June 2nd, 2017

Partyline

A neat little Laravel package that lets you dry up your console commands.

Partyline is a new Laravel package I developed to supercharge Statamic’s command line (Artisan Console) integration.

Partyline allows you to push to the console from OUTSIDE your Command class.

Statamic has a number of features that have a browser and command line interface, like setting configs, generating image manipulation presets, or updating your search index.

Let’s use updating the search index as an example. You can trigger an index update from the control panel, by hitting a URL, or or running php please search:update. Behind the scenes we run Search::update() and the deed is done.

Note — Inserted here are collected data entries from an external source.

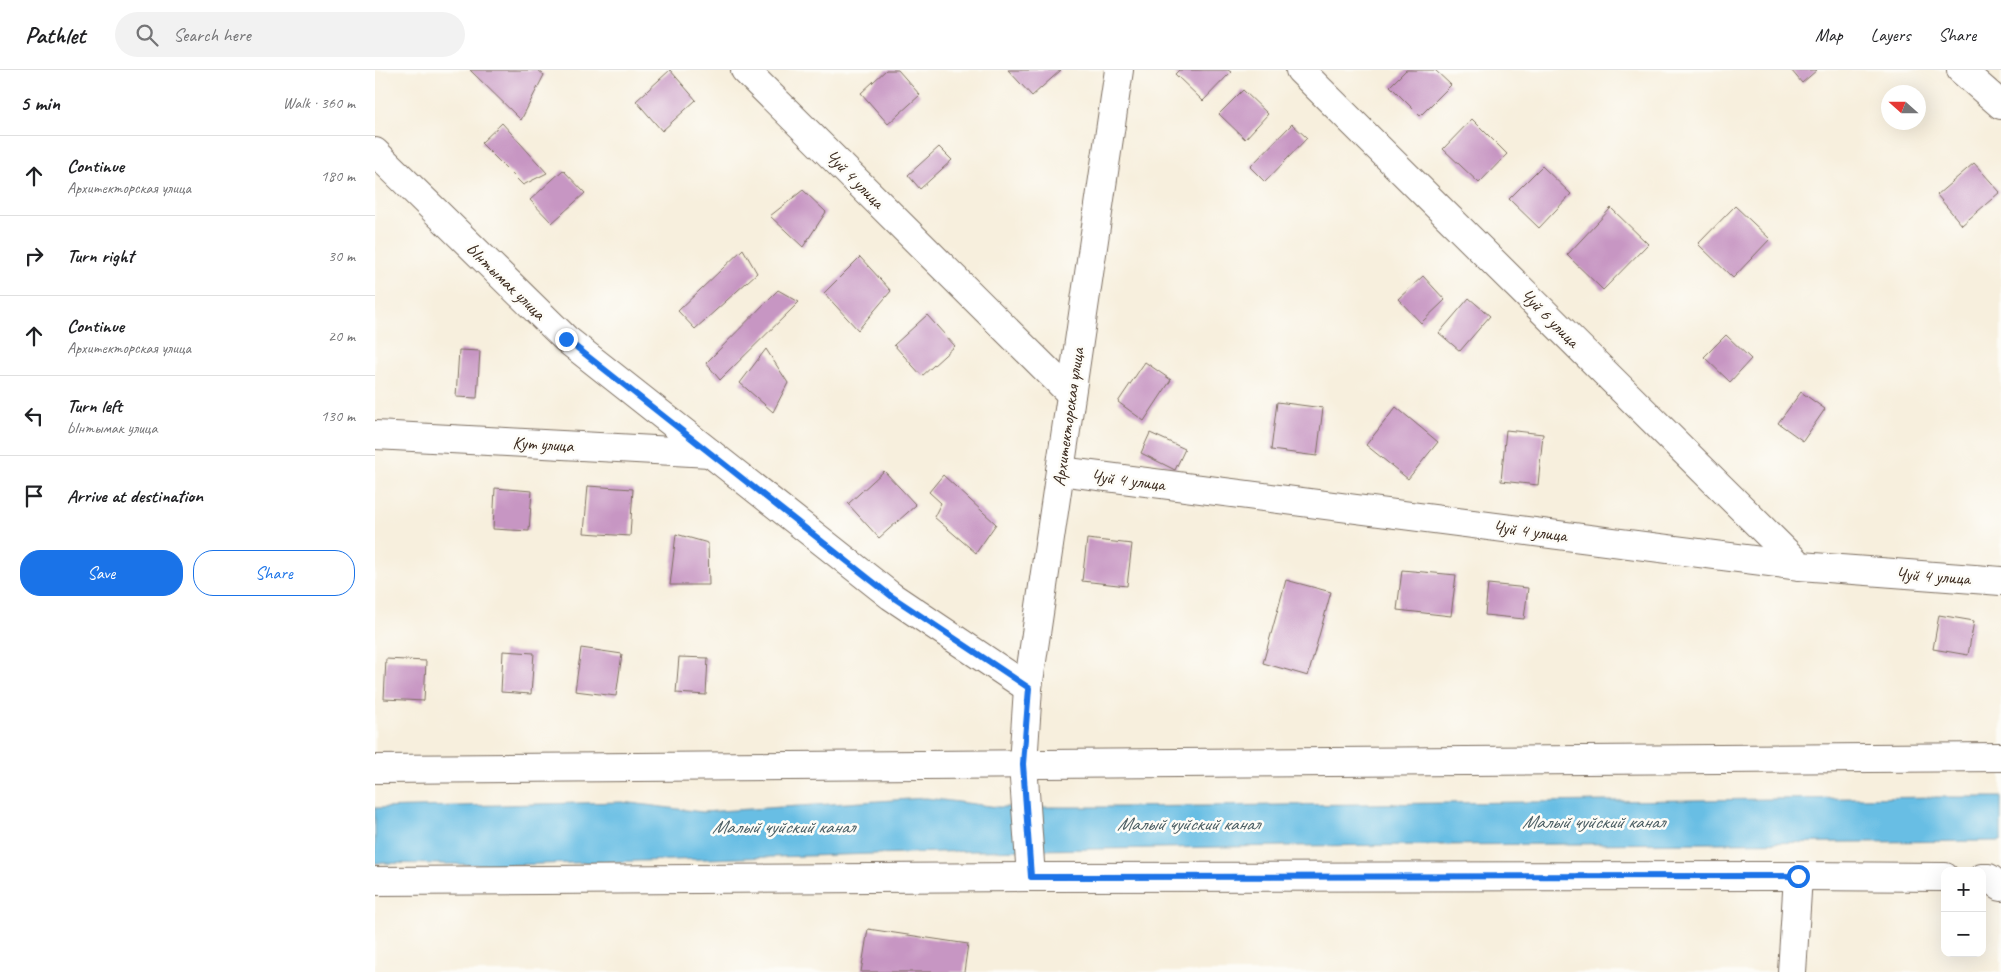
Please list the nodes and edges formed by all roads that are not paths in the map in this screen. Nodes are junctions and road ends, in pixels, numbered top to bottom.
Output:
1 (745, 70) edge
2 (1119, 70) edge
3 (1300, 70) edge
4 (1961, 70) edge
5 (2001, 105) edge
6 (375, 152) edge
7 (1071, 394) junction
8 (375, 435) edge
9 (710, 454) junction
10 (1060, 471) junction
11 (1800, 566) junction
12 (2001, 581) edge
13 (1029, 688) junction
14 (2001, 757) edge
15 (1023, 764) junction
16 (375, 769) edge
17 (1031, 869) junction
18 (1798, 876) junction
19 (1941, 877) edge
20 (1986, 878) edge
21 (375, 881) edge
22 (2001, 887) edge
23 (1792, 972) edge

1 - 7 street, Чуй 4 улица
2 - 7 street, Архитекторская улица
3 - 11 street, Чуй 6 улица
4 - 5 street
6 - 9 street, Ынтымак улица
7 - 10 street, Архитекторская улица
8 - 9 street, Кут улица
9 - 13 street, Ынтымак улица
10 - 11 street, Чуй 4 улица
10 - 13 street, Архитекторская улица
11 - 12 street, Чуй 4 улица
13 - 15 street, Архитекторская улица
14 - 15 street
15 - 16 street
15 - 17 street, Архитекторская улица
17 - 18 street
17 - 21 street
18 - 19 street
18 - 23 street
20 - 22 street

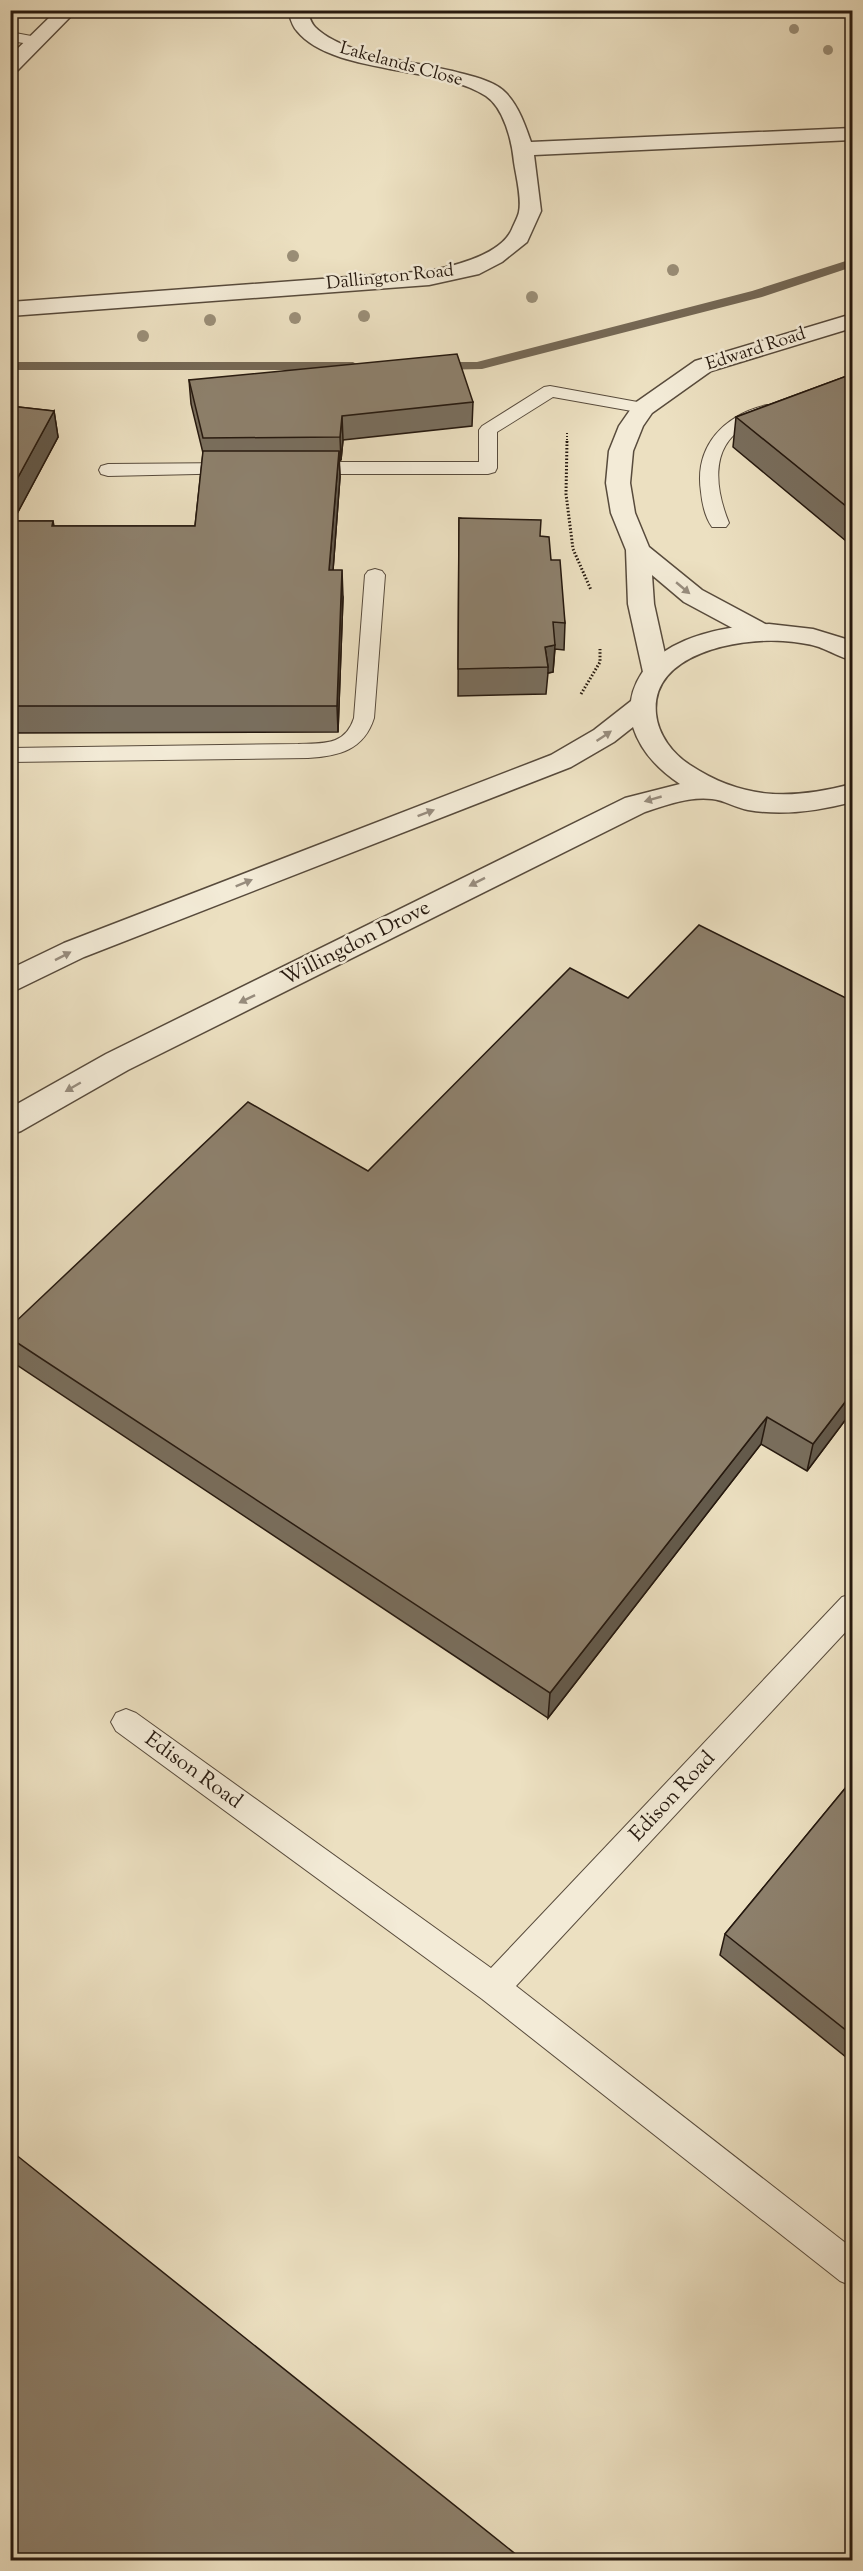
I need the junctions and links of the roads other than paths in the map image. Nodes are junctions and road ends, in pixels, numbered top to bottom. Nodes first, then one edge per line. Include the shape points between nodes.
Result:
1 (68, 10) edge
2 (297, 10) edge
3 (10, 36) edge
4 (37, 41) junction
5 (10, 67) edge
6 (852, 134) edge
7 (523, 149) junction
8 (10, 309) edge
9 (852, 321) edge
10 (782, 402) edge
11 (644, 408) junction
12 (248, 469) edge
13 (283, 469) edge
14 (108, 470) dead end
15 (718, 523) dead end
16 (638, 550) junction
17 (375, 575) dead end
18 (852, 630) edge
19 (760, 632) junction
20 (818, 639) junction
21 (852, 652) edge
22 (656, 672) junction
23 (641, 707) junction
24 (10, 755) edge
25 (711, 790) junction
26 (852, 793) edge
27 (10, 982) edge
28 (10, 1123) edge
29 (852, 1606) edge
30 (126, 1722) dead end
31 (493, 1988) junction
32 (852, 2269) edge

1 - 4 street
2 - 7 street, Lakelands Close via 298,20 313,38 345,53 455,77 493,92 509,111
3 - 4 lane
4 - 5 street
6 - 7 street
7 - 8 street, Dallington Road via 530,211 519,237 471,269 429,278
9 - 11 street, Edward Road via 704,366
10 - 15 lane via 733,426 714,447 707,487
11 - 13 lane via 550,391 488,430 488,468
11 - 16 street, Edward Road via 621,451 618,483 623,513
12 - 14 lane
16 -> 19 street, Edward Road via 693,596
16 - 22 street, Edward Road via 641,604
17 - 24 lane via 364,718 357,736 343,745 298,752
18 - 20 street
19 - 20 street
19 - 22 street via 718,637 682,651
20 - 21 street
22 - 23 street
23 - 25 street via 645,730 658,753 680,773
27 -> 23 street via 74,950 561,761 604,736
25 - 26 street via 782,805 819,802
25 -> 28 street, Willingdon Drove via 672,794 634,805 117,1062
29 - 31 lane, Edison Road
30 - 31 lane, Edison Road
31 - 32 lane, Edison Road

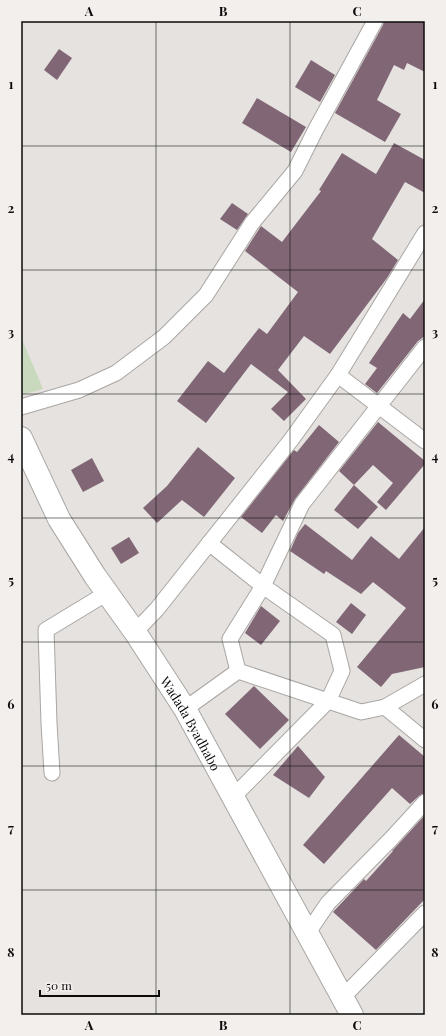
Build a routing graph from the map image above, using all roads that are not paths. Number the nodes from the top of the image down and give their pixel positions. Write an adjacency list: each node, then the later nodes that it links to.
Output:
1 (375, 21): 6 (street)
2 (425, 234): 4 (street)
3 (425, 347): 5 (street)
4 (338, 375): 5 (street); 9 (street)
5 (379, 406): 8 (street); 10 (street)
6 (21, 407)
7 (21, 438): 11 (main road, Wadada Byadhabo)
8 (425, 442)
9 (209, 543): 10 (street); 12 (street)
10 (263, 586): 13 (street); 15 (street)
11 (107, 593): 12 (main road, Wadada Byadhabo); 19 (street)
12 (135, 632): 17 (main road, Wadada Byadhabo)
13 (238, 671): 15 (street); 17 (street)
14 (425, 684): 16 (street)
15 (328, 701): 16 (street); 20 (street)
16 (385, 707): 18 (street)
17 (185, 709): 20 (main road, Wadada Byadhabo)
18 (425, 740)
19 (52, 773)
20 (233, 797): 23 (main road, Wadada Byadhabo)
21 (425, 802): 23 (street)
22 (425, 913): 24 (street)
23 (306, 934): 24 (main road, Wadada Byadhabo)
24 (347, 1007)

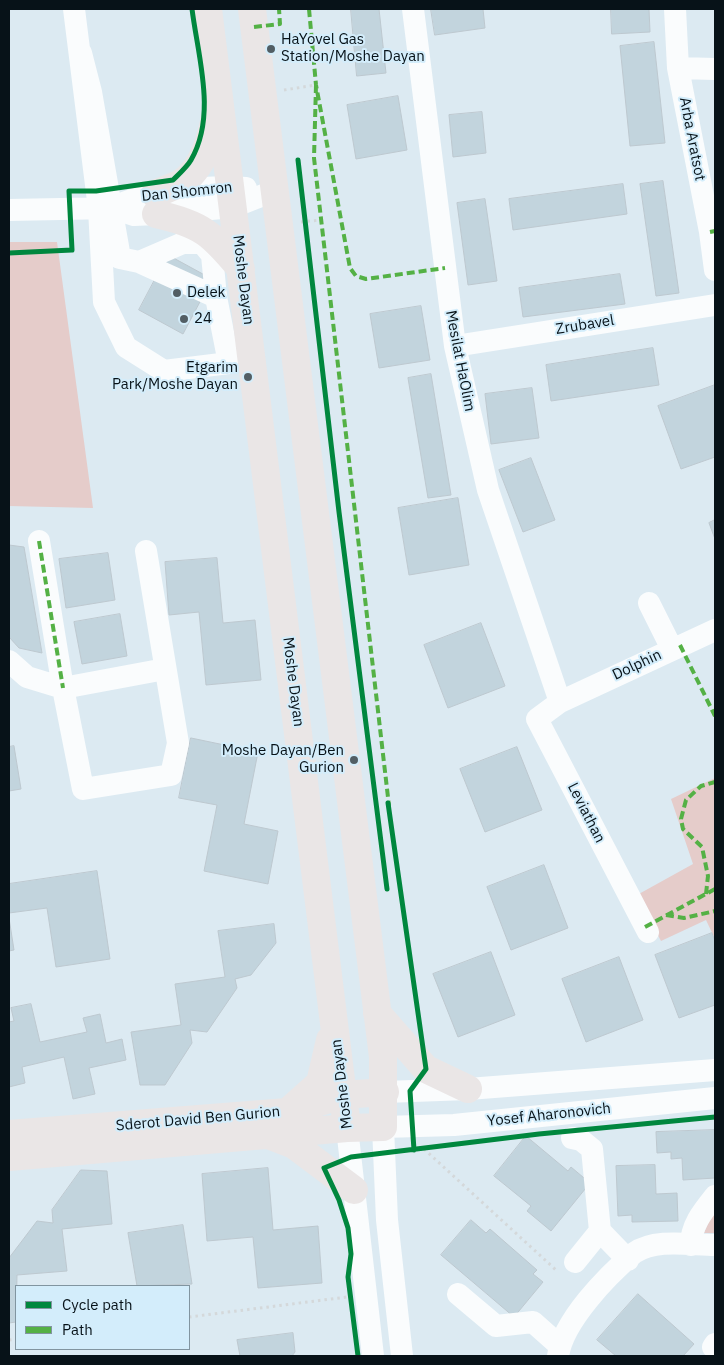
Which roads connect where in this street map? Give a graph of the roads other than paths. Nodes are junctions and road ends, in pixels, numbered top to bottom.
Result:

On the command line side we have the ability to stream output to you as code is executed. We can show messages, progress bars, and so on. However, the mere act of sending feedback to the console would require duplicating the entire method and modifying it. Not very DRY. Not very awesome.

// Console command without Partyline
public function handle()
{
    $this->line('Updating the index...');

    Search::update(); // ¯\_(ツ)_/¯

    $this->line('Surprise! It is finished!');
}

Enter Partyline

With Partyline we can bake in console output feedback right into our single Search::update() method. All Partyline code is ignored outside of the command line context.

// Our Search class
class Search {
  public function update()
    {
        Partyline::line('Updating the index...');

        $entries = Entry::all();

        $bar = Partyline::getOutput()->createProgressBar($entries->count());

        foreach ($entries as $id => $entry) {
            $this->index->insert($id, $entry);
            $bar->advance();
        }

        $bar->finish();
        Partyline::line('All done!');
    }
}
// Console command *with* Partyline
class Command {
    public function handle()
    {
        Search::update();
    }
}

Partyline in action: Partyline in action

But wait…that’s not SOLID.

If you’re a design pattern purist, you may notice this goes against the single responsibility principle. Yes, the search updater in this example probably shouldn’t be responsible for creating progress bars and outputting to the console, but which is worse? A little extra easy-to-read code in one place, or core application logic duplicated in two places, begging to be diverged and broken down over time?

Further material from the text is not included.